Sunday, April 04, 2010

April 4, 2010 - 2 Degrees South

So much for our hopes of having 4 or 5 more days of the good stuff before reaching the ITCZ. Last night we were hit with a series of line squalls. After 5 blissful nights where our biggest concern was keeping the sooty terns from using our bimini as a latrine, everything changed.

If we'd known that this was going to be our only catch of the passage we would have savored every bite.

The first line of squalls hit us just at sunset and just as Sten was about to serve dinner (rice and wahoo in a garlicky, capery tomato sauce). Buckets of rain came down and the wind shifted 20 degrees, but the windspeed didn't increase that much. When it was over, the wind died. We picked small bones out of the fish in the dark as we flopped around waiting for the wind to fill back in. We split an apple for dessert and then Sten went to bed.

For the next few hours we had intermittent showers, but no real shifts in wind direction or velocity. The only thing that I found troubling was seeing lightening around us for the first time this passage. Around 0200 I came off watch, and Sten came up. About an hour and a half later, we were hit with an intense squall, accompanied by torrential rain, wind building to 25 knots and a 90 degree wind shift. The boat jibed while Sten was below closing the hatch above my sleeping head. The preventer on the mainsail did its job, but the increased pressure on the backwinded jib caused a jib sheet, which had been slowly (we thought) chafing on the pole for the past 5 days, to part. Sten brought the boat around to get the main back on the proper side, but the jib was flapping around, out of control. I'd managed to sleep through all of this, so he had to come down to wake me up before going on the foredeck to wrestle with the jib. After some work, we got the jib furled and the shredded sheet, which had been trailing behind the boat, back on board. Now we could see about getting ourselves back on course.

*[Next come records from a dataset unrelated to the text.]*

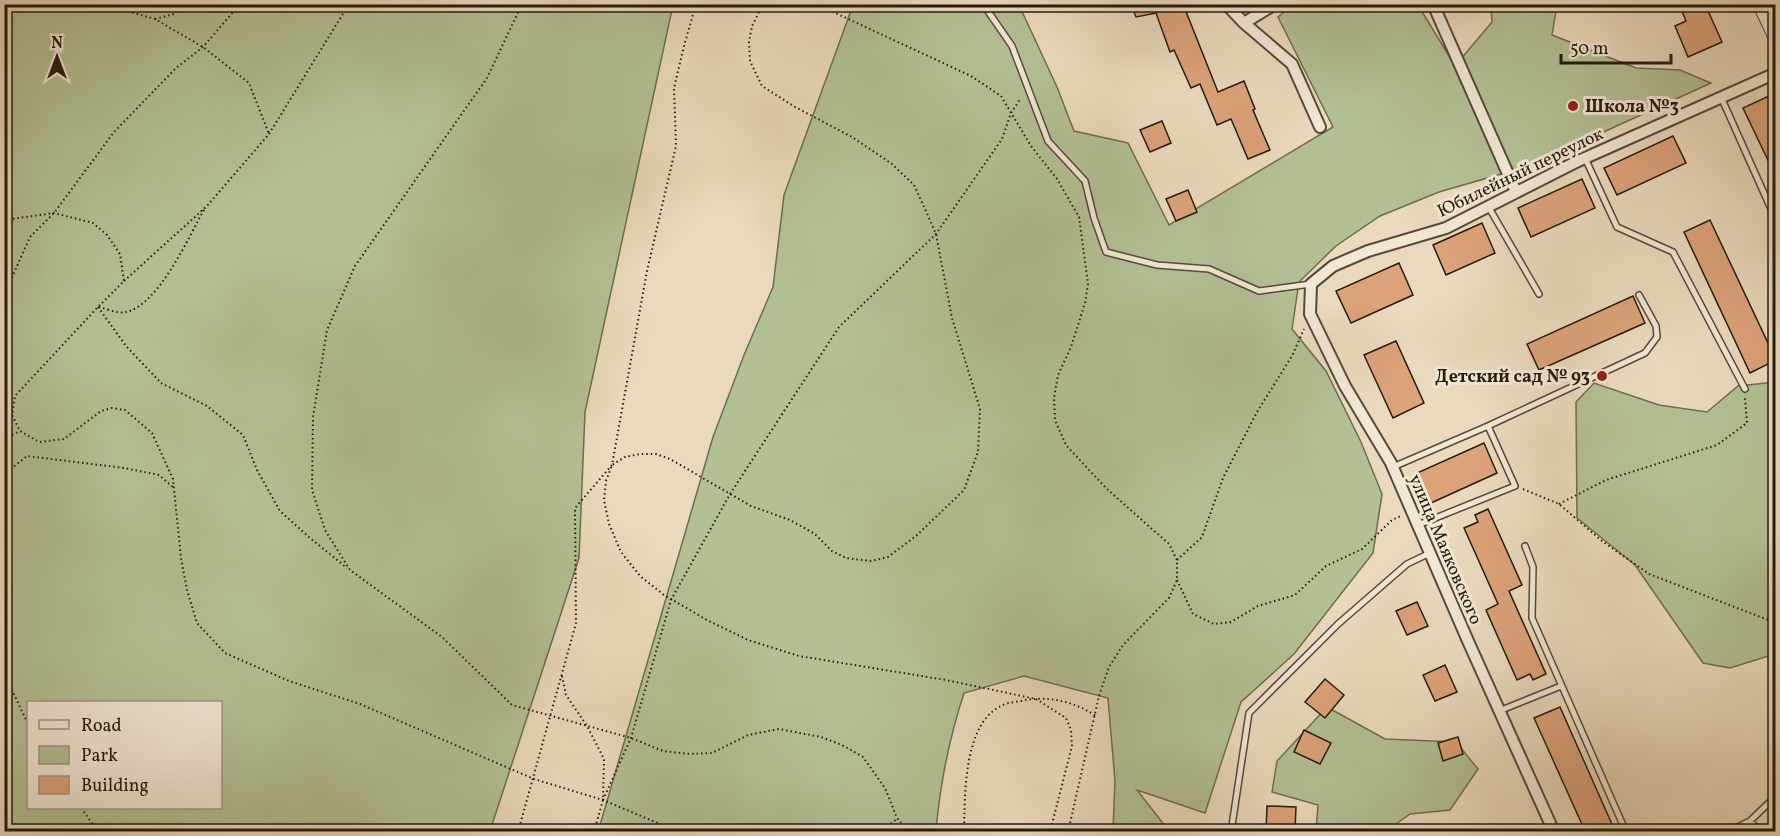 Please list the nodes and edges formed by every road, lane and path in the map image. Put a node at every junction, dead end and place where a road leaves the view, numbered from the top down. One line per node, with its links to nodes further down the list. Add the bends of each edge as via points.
1 (102, 4): 15 (path)
2 (118, 4): 15 (path)
3 (184, 4): 16 (path, via 174,14)
4 (240, 4): 19 (path)
5 (349, 4): 25 (path)
6 (522, 4): 58 (path, via 487,78 355,266 327,330 313,417 312,490 325,530)
7 (696, 4): 45 (path, via 674,87 676,146 647,271)
8 (763, 4): 33 (path, via 749,42 750,61 762,86 892,164 914,185)
9 (816, 4): 23 (path, via 971,76 1000,96)
10 (983, 4): 35 (lane, via 1012,46 1048,141 1084,181 1106,252 1157,265 1209,269 1259,291)
11 (1226, 4): 17 (street)
12 (1275, 4): 17 (street)
13 (1433, 4): 27 (street)
14 (1760, 4): 18 (street)
15 (121, 11): 16 (path)
16 (155, 20): 19 (path)
17 (1244, 23): 24 (street, via 1292,64)
18 (1776, 38)
19 (203, 47): 25 (path, via 249,83); 30 (path, via 176,68 114,132)
20 (1776, 73): 22 (street, Юбилейный переулок)
21 (1025, 93): 23 (path)
22 (1721, 97): 26 (street, Юбилейный переулок); 32 (lane)
23 (1011, 113): 33 (path, via 1002,139); 57 (path, via 1079,217 1088,284 1071,347 1058,375 1055,420 1066,445 1108,490 1169,544)
24 (1320, 126)
25 (269, 134): 28 (path)
26 (1585, 158): 27 (street, Юбилейный переулок); 41 (lane, via 1617,227 1673,252)
27 (1516, 192): 29 (street, Юбилейный переулок)
28 (207, 206): 34 (path); 39 (path, via 159,289 142,306 124,313)
29 (1488, 206): 35 (street, Юбилейный переулок, via 1446,228 1368,251 1333,266); 36 (lane)
30 (54, 213): 31 (path); 34 (path, via 93,224 107,235 120,254); 38 (path, via 30,237)
31 (4, 220)
32 (1776, 220)
33 (936, 234): 50 (path, via 839,327); 50 (path, via 952,318 981,409 978,452 964,490 916,536 888,557 871,561 846,558 832,551 815,534)
34 (124, 281): 39 (path)
35 (1311, 284): 40 (street, улица Маяковского)
36 (1539, 294)
37 (1639, 295): 42 (lane, via 1658,337 1645,353)
38 (4, 299)
39 (98, 307): 43 (path, via 15,396 12,415); 58 (path, via 126,346 161,383 207,406 243,435 280,511)
40 (1310, 314): 46 (street, улица Маяковского, via 1345,386); 57 (path, via 1292,356 1223,478 1202,537)
41 (1745, 389): 51 (path, via 1747,423 1717,445 1606,480)
42 (1488, 426): 46 (lane); 48 (lane)
43 (20, 431): 44 (path); 49 (path, via 39,442 64,439 101,411 125,410 152,434)
44 (4, 440)
45 (612, 465): 50 (path, via 626,457 656,454); 61 (path, via 604,500 621,552 640,576); 64 (path, via 575,508 576,623)
46 (1393, 467): 53 (street, улица Маяковского)
47 (4, 481): 49 (path, via 27,456 159,475)
48 (1515, 486): 51 (path); 54 (lane)
49 (174, 488): 73 (path, via 190,601 197,623 225,653 289,681 360,704)
50 (730, 494): 61 (path)
51 (1559, 504): 62 (path, via 1649,574)
52 (4, 506): 60 (path, via 8,548)
53 (1412, 510): 54 (street, улица Маяковского); 59 (path, via 1392,520 1362,549 1326,566 1295,595 1258,606 1231,622 1214,624 1193,614)
54 (1418, 525): 56 (street, улица Маяковского)
55 (1525, 546): 65 (lane, via 1533,567 1532,618)
56 (1430, 553): 67 (street, улица Маяковского); 88 (lane, via 1407,564 1338,624 1249,713)
57 (1177, 560): 59 (path)
58 (350, 570): 68 (path, via 442,637 513,705)
59 (1177, 580): 69 (path, via 1169,598 1123,645 1109,667)
60 (4, 589)
61 (671, 600): 66 (path, via 748,640 799,656); 72 (path)
62 (1776, 623)
63 (4, 672): 70 (path)
64 (562, 675): 68 (path); 71 (path, via 566,695)
65 (1561, 686): 67 (lane); 90 (lane)
66 (1036, 699): 69 (path, via 1062,700); 85 (path, via 1004,704 984,720 972,744); 86 (path, via 1066,718 1071,730 1072,746)
67 (1499, 711): 89 (street, улица Маяковского)
68 (551, 716): 71 (path); 73 (path)
69 (1096, 716): 87 (path)
70 (27, 722)
71 (587, 726): 72 (path); 75 (path, via 604,759)
72 (631, 738): 75 (path); 77 (path, via 663,751 689,754 712,753 748,735 779,729 821,737 864,757 885,788)
73 (534, 779): 75 (path); 80 (path)
74 (1776, 796): 78 (lane)
75 (603, 800): 81 (path); 82 (path)
76 (82, 809): 79 (path)
77 (897, 818): 83 (path); 84 (path)
78 (1750, 821): 91 (lane); 92 (lane)
79 (102, 831)
80 (518, 831)
81 (594, 831)
82 (680, 831)
83 (880, 831)
84 (909, 831)
85 (964, 831)
86 (1050, 831)
87 (1068, 831)
88 (1231, 831)
89 (1554, 831)
90 (1626, 831)
91 (1726, 831)
92 (1761, 831)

In the dark of night, with the moon and stars completely obscured by cloud, far from land, it can be hard to get one's bearings. It took us a few minutes of looking at the compass, the chart plotter, the radar screen and finally the radar overlay of the charts to get ourselves re-orientated and figure out what the weather system was doing and which way we could go to get clear.

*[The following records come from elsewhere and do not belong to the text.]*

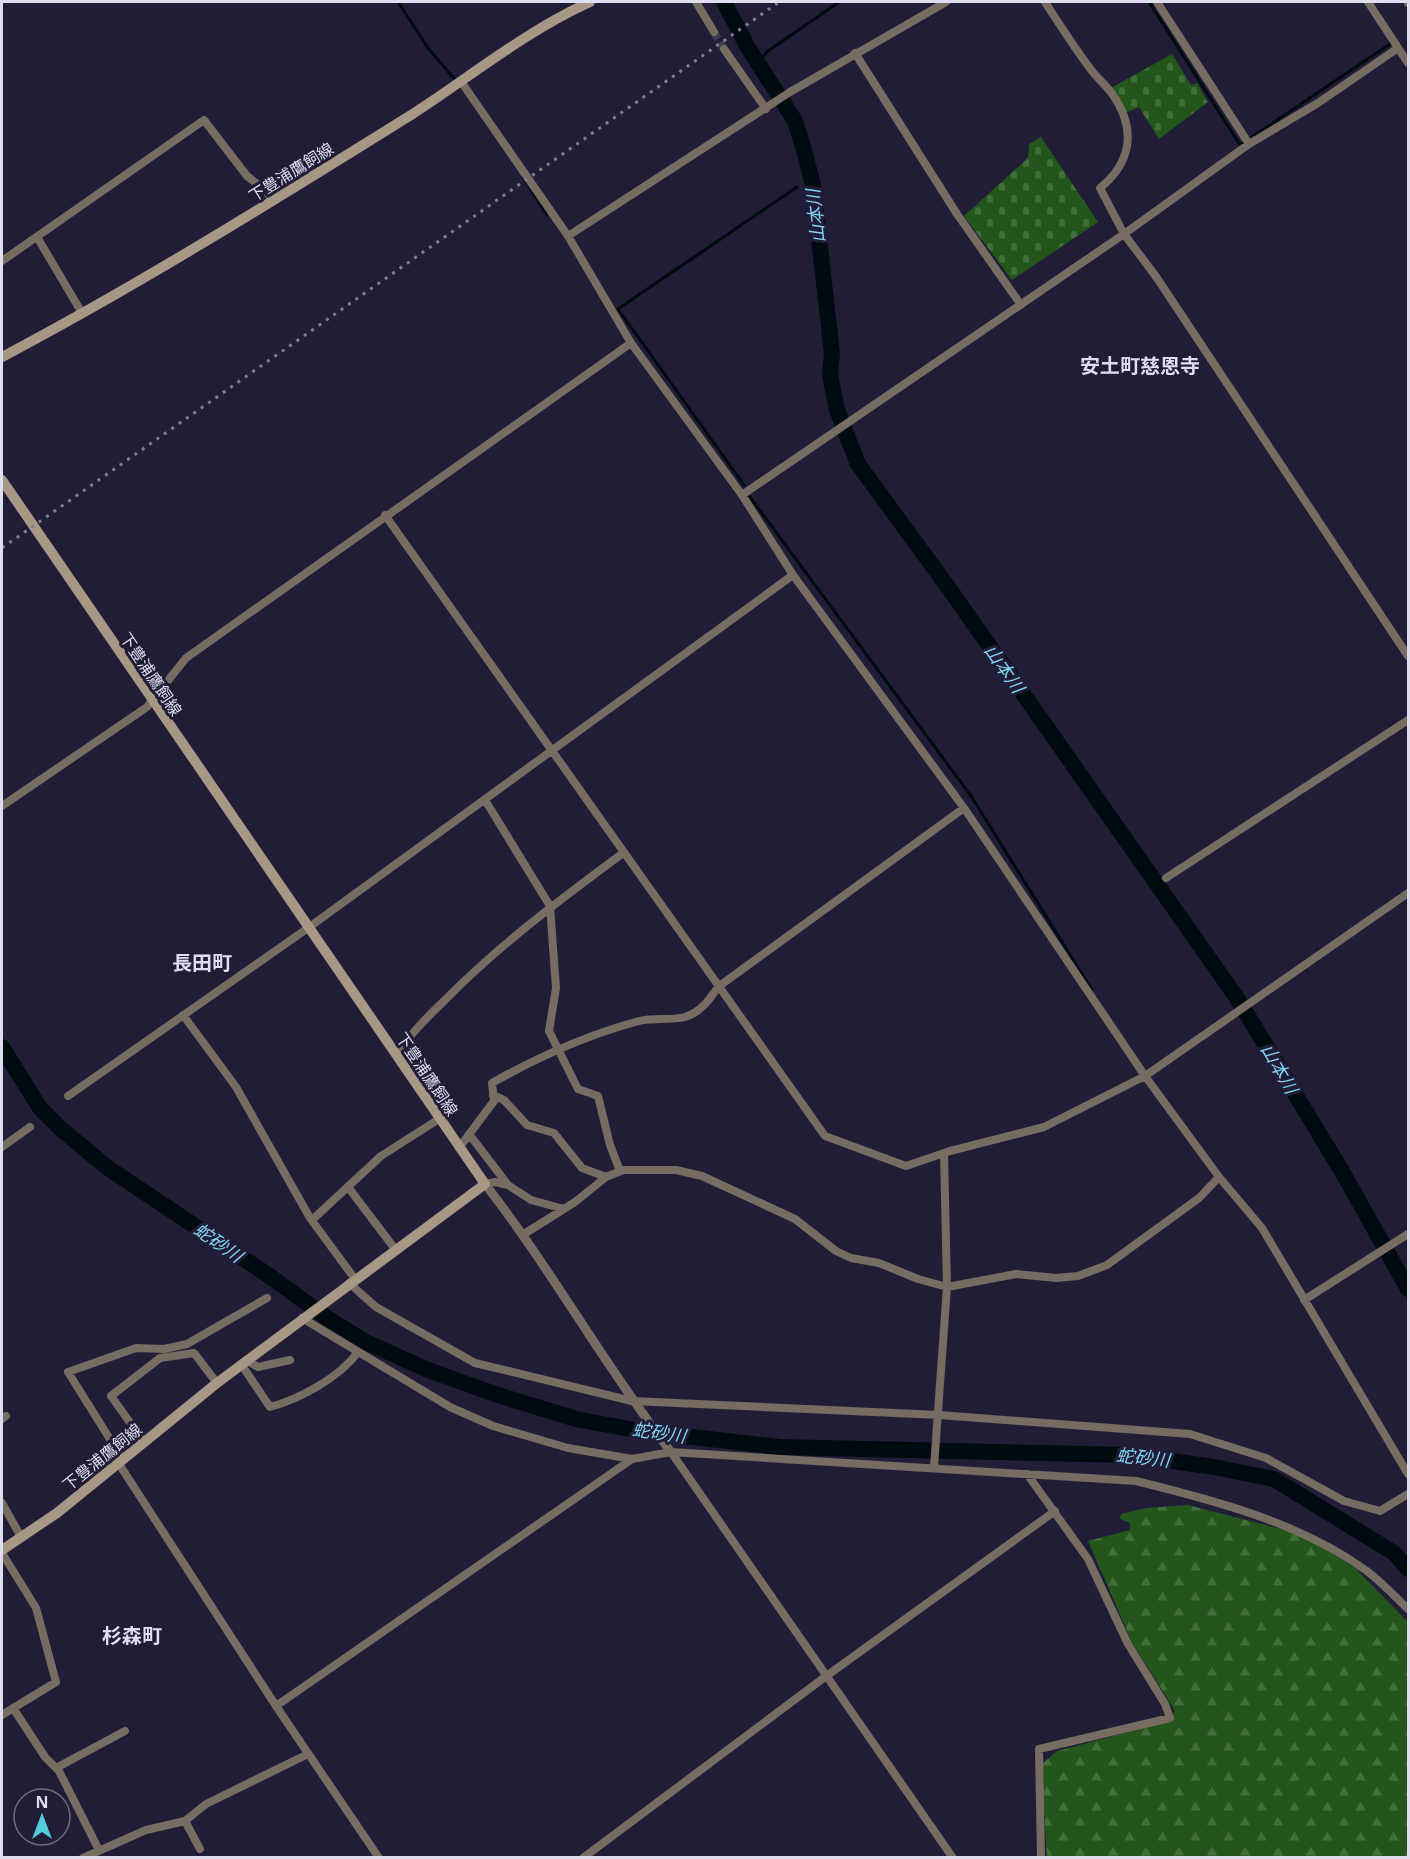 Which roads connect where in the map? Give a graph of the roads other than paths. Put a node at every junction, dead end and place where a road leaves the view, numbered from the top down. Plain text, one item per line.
1 (590, 2) edge
2 (696, 2) edge
3 (946, 2) edge
4 (1046, 2) edge
5 (1157, 2) edge
6 (1368, 2) edge
7 (714, 32) tunnel mouth
8 (1398, 48) junction
9 (724, 49) tunnel mouth
10 (855, 53) junction
11 (1408, 63) edge
12 (462, 83) junction
13 (768, 108) junction
14 (1249, 144) junction
15 (273, 201) junction
16 (1124, 234) junction
17 (568, 236) junction
18 (37, 237) junction
19 (2, 261) edge
20 (1021, 305) junction
21 (82, 313) junction
22 (632, 343) junction
23 (2, 357) edge
24 (2, 480) edge
25 (742, 495) junction
26 (385, 516) junction
27 (793, 575) junction
28 (1408, 656) edge
29 (152, 702) junction
30 (1408, 720) edge
31 (552, 749) junction
32 (485, 800) junction
33 (2, 806) edge
34 (964, 808) junction
35 (623, 853) junction
36 (1166, 878) dead end
37 (1408, 893) edge
38 (550, 906) junction
39 (308, 928) junction
40 (718, 987) junction
41 (183, 1015) junction
42 (559, 1050) junction
43 (396, 1055) junction
44 (1145, 1076) junction
45 (493, 1095) junction
46 (68, 1096) dead end
47 (439, 1119) junction
48 (30, 1127) dead end
49 (469, 1134) junction
50 (2, 1147) edge
51 (459, 1148) junction
52 (944, 1153) junction
53 (620, 1171) junction
54 (606, 1177) junction
55 (1219, 1177) junction
56 (485, 1184) junction
57 (508, 1185) junction
58 (348, 1187) junction
59 (564, 1209) junction
60 (312, 1220) junction
61 (524, 1234) junction
62 (1408, 1234) edge
63 (395, 1249) junction
64 (352, 1281) junction
65 (947, 1287) junction
66 (267, 1298) dead end
67 (1304, 1300) junction
68 (302, 1318) junction
69 (358, 1352) junction
70 (290, 1360) dead end
71 (244, 1362) junction
72 (217, 1383) junction
73 (632, 1401) junction
74 (939, 1416) junction
75 (144, 1442) junction
76 (670, 1452) junction
77 (632, 1459) junction
78 (121, 1462) junction
79 (934, 1467) junction
80 (1027, 1474) junction
81 (1408, 1474) edge
82 (1408, 1494) edge
83 (2, 1503) edge
84 (1055, 1511) junction
85 (21, 1537) junction
86 (2, 1551) edge
87 (1408, 1609) edge
88 (825, 1677) junction
89 (276, 1706) junction
90 (13, 1708) junction
91 (2, 1715) edge
92 (125, 1731) dead end
93 (308, 1754) junction
94 (56, 1768) junction
95 (185, 1821) junction
96 (200, 1849) dead end
97 (99, 1850) junction
98 (83, 1857) edge
99 (379, 1857) edge
100 (583, 1857) edge
101 (953, 1857) edge
102 (1041, 1857) edge

1 - 12 main road, 下豊浦鷹飼線
2 - 7 street
3 - 10 street
4 - 16 street
5 - 14 street
6 - 8 street
8 - 11 street
8 - 14 street
9 - 13 street
10 - 13 street
10 - 20 street
12 - 15 main road, 下豊浦鷹飼線
12 - 17 street
13 - 17 street
14 - 16 street
15 - 18 street
15 - 21 main road, 下豊浦鷹飼線
16 - 20 street
16 - 28 street
17 - 22 street
18 - 19 street
18 - 21 street
20 - 25 street
21 - 23 main road, 下豊浦鷹飼線
22 - 25 street
22 - 26 street
24 - 29 main road, 下豊浦鷹飼線
25 - 27 street
26 - 29 street
26 - 31 street
27 - 31 street
27 - 34 street
29 - 33 street
29 - 39 main road, 下豊浦鷹飼線
30 - 36 street
31 - 32 street
31 - 35 street
32 - 38 street
32 - 39 street
34 - 40 street
34 - 44 street
35 - 38 street
35 - 40 street
37 - 44 street
38 - 42 street
38 - 43 street
39 - 41 street
39 - 43 main road, 下豊浦鷹飼線
40 - 42 street
40 - 52 street
41 - 46 street
41 - 60 street
42 - 45 street
42 - 53 street
43 - 47 main road, 下豊浦鷹飼線
44 - 52 street
44 - 55 street
45 - 49 street
45 - 54 street
47 - 51 main road, 下豊浦鷹飼線
47 - 58 street
48 - 50 street
49 - 51 street
49 - 57 street
51 - 56 main road, 下豊浦鷹飼線
52 - 65 street
53 - 54 street
53 - 65 street
54 - 59 street
55 - 65 street
55 - 67 street
56 - 57 street
56 - 61 street
56 - 63 main road, 下豊浦鷹飼線
57 - 59 street
58 - 60 street
58 - 63 street
59 - 61 street
60 - 64 street
61 - 73 street
62 - 67 street
63 - 64 main road, 下豊浦鷹飼線
64 - 68 main road, 下豊浦鷹飼線
64 - 73 street
65 - 74 street
66 - 78 street
67 - 81 street
68 - 69 street
68 - 71 main road, 下豊浦鷹飼線
69 - 71 street
69 - 77 street
70 - 71 street
71 - 72 main road, 下豊浦鷹飼線
72 - 75 main road, 下豊浦鷹飼線
72 - 75 street
73 - 74 street
73 - 76 street
74 - 79 street
74 - 82 street
75 - 78 main road, 下豊浦鷹飼線
76 - 77 street
76 - 79 street
76 - 88 street
77 - 89 street
78 - 85 main road, 下豊浦鷹飼線
78 - 89 street
79 - 80 street
80 - 84 street
80 - 87 street
83 - 85 street
84 - 88 street
84 - 102 street
85 - 86 main road, 下豊浦鷹飼線
86 - 90 street
88 - 100 street
88 - 101 street
89 - 93 street
90 - 91 street
90 - 94 street
92 - 94 street
93 - 95 street
93 - 99 street
94 - 97 street
95 - 96 street
95 - 97 street
97 - 98 street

We had been running dead downwind for days, oscillating between a compass heading of WNW and NW. We were still running downwind (the new downwind) with the main prevented out, but now we were heading due south, traveling with the squall. Running with a squall is a slow and ineffective way to shake it. We decided to turn upwind into the weather in attempt to get clear of the squall and (as an added bonus) to head towards Barbados instead of away from it. Sten went forward to take off the preventer and then came back to the cockpit to start cranking in the mainsheet for a tack. I started to turn the boat into the wind, but just in the nick of time Sten realized that the running backstay was still on. He eased it and we completed the tack, driving ourselves right into a fresh band of rain. I was still at the wheel, so I kept steering hard on the wind. There was so much rain and wind that I had to cock my baseball hat down at an angle over one eye to keep my contacts from flushing out of my eyes.

Eventually, we drove through that band of rain and into a lull. However, the radar showed several more lines of rain around us. It was going to be a long night, but with just the mainsail up, the boat is easily manageable by one of us. At 0430 I went back to bed. By 0800 we passed through the last of the lines of rain. Unfortunately, we had also sailed out of the wind. So Sten reefed down and centerlined the mainsail (our preferred motorsailing setup). He turned on the engine and pointed us NNW. I woke up to the sound of him reefing, but after my interrupted off watch, it didn't take long for the engine to lull me back to sleep.

It was several (okay, many) more hours before I roused myself out of bed. Sten passed me a cup of reheated coffee and a freshly toasted bagel with cream cheese, and we tried to figure out whether we were in the ITCZ already. The dramatic changes in wind velocity and direction suggest that we are. But we are approximately six degrees south of where the ITCZ is supposed to be, according the daily reports we've been downloading. Unfortunately for us, we could have 3 more days of this nonsense before we break into the Northeasterlies on the other side of equator and the far side of the ITCZ. But we've got plenty of diesel to keep us moving and a fridge full of cold drinks to keep us cool.